# EXERCISE DATA
--- START ---

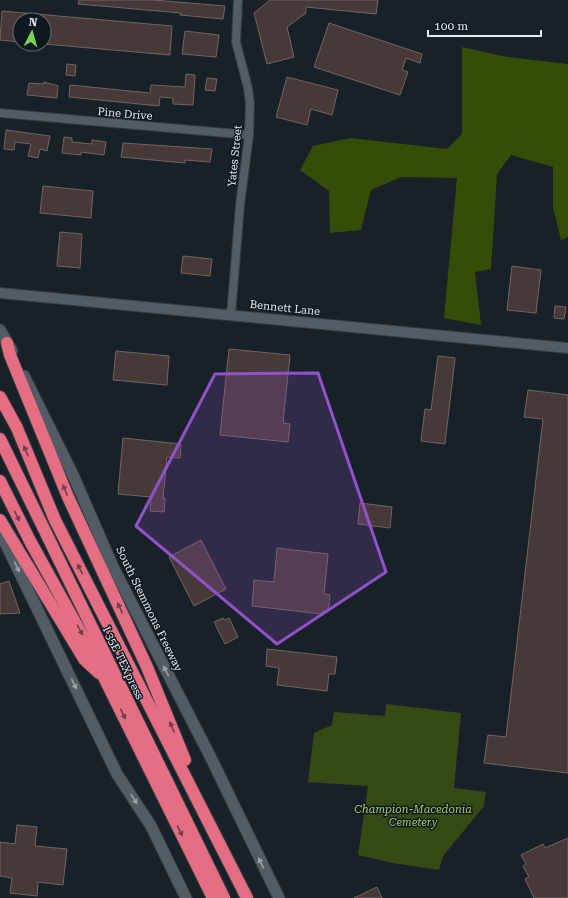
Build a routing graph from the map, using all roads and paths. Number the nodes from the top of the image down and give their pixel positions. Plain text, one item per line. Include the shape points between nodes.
1 (238, 0) edge
2 (0, 113) edge
3 (249, 135) junction
4 (0, 293) edge
5 (231, 315) junction
6 (0, 330) edge
7 (7, 343) junction
8 (568, 348) edge
9 (0, 397) edge
10 (0, 439) edge
11 (0, 481) edge
12 (0, 520) edge
13 (0, 532) edge
14 (106, 679) junction
15 (219, 840) junction
16 (186, 898) edge
17 (213, 898) edge
18 (224, 898) edge
19 (247, 898) edge
20 (279, 898) edge

1 - 3 street, Yates Street via 236,42 248,88
2 - 3 street, Pine Drive
3 - 5 street, Yates Street
4 - 5 street, Bennett Lane
5 - 8 street, Bennett Lane
6 - 7 main road, South Stemmons Freeway
15 -> 7 highway via 147,667 68,497
20 -> 7 main road, South Stemmons Freeway via 113,567 73,474
15 -> 9 highway via 59,527 17,428
10 - 18 highway, I 35E TEXpress
11 -> 14 highway
12 - 14 highway via 84,659
13 -> 16 main road via 117,774 151,826
14 -> 17 highway
15 - 19 highway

--- END ---

# PROBLEM TO SOLVE
Would you please repeat all the data word for word, but without the pictures?

# RESPONSE FOR THIS EXERCISE
Build a routing graph from the map, using all roads and paths. Number the nodes from the top of the image down and give their pixel positions. Plain text, one item per line. Include the shape points between nodes.
1 (238, 0) edge
2 (0, 113) edge
3 (249, 135) junction
4 (0, 293) edge
5 (231, 315) junction
6 (0, 330) edge
7 (7, 343) junction
8 (568, 348) edge
9 (0, 397) edge
10 (0, 439) edge
11 (0, 481) edge
12 (0, 520) edge
13 (0, 532) edge
14 (106, 679) junction
15 (219, 840) junction
16 (186, 898) edge
17 (213, 898) edge
18 (224, 898) edge
19 (247, 898) edge
20 (279, 898) edge

1 - 3 street, Yates Street via 236,42 248,88
2 - 3 street, Pine Drive
3 - 5 street, Yates Street
4 - 5 street, Bennett Lane
5 - 8 street, Bennett Lane
6 - 7 main road, South Stemmons Freeway
15 -> 7 highway via 147,667 68,497
20 -> 7 main road, South Stemmons Freeway via 113,567 73,474
15 -> 9 highway via 59,527 17,428
10 - 18 highway, I 35E TEXpress
11 -> 14 highway
12 - 14 highway via 84,659
13 -> 16 main road via 117,774 151,826
14 -> 17 highway
15 - 19 highway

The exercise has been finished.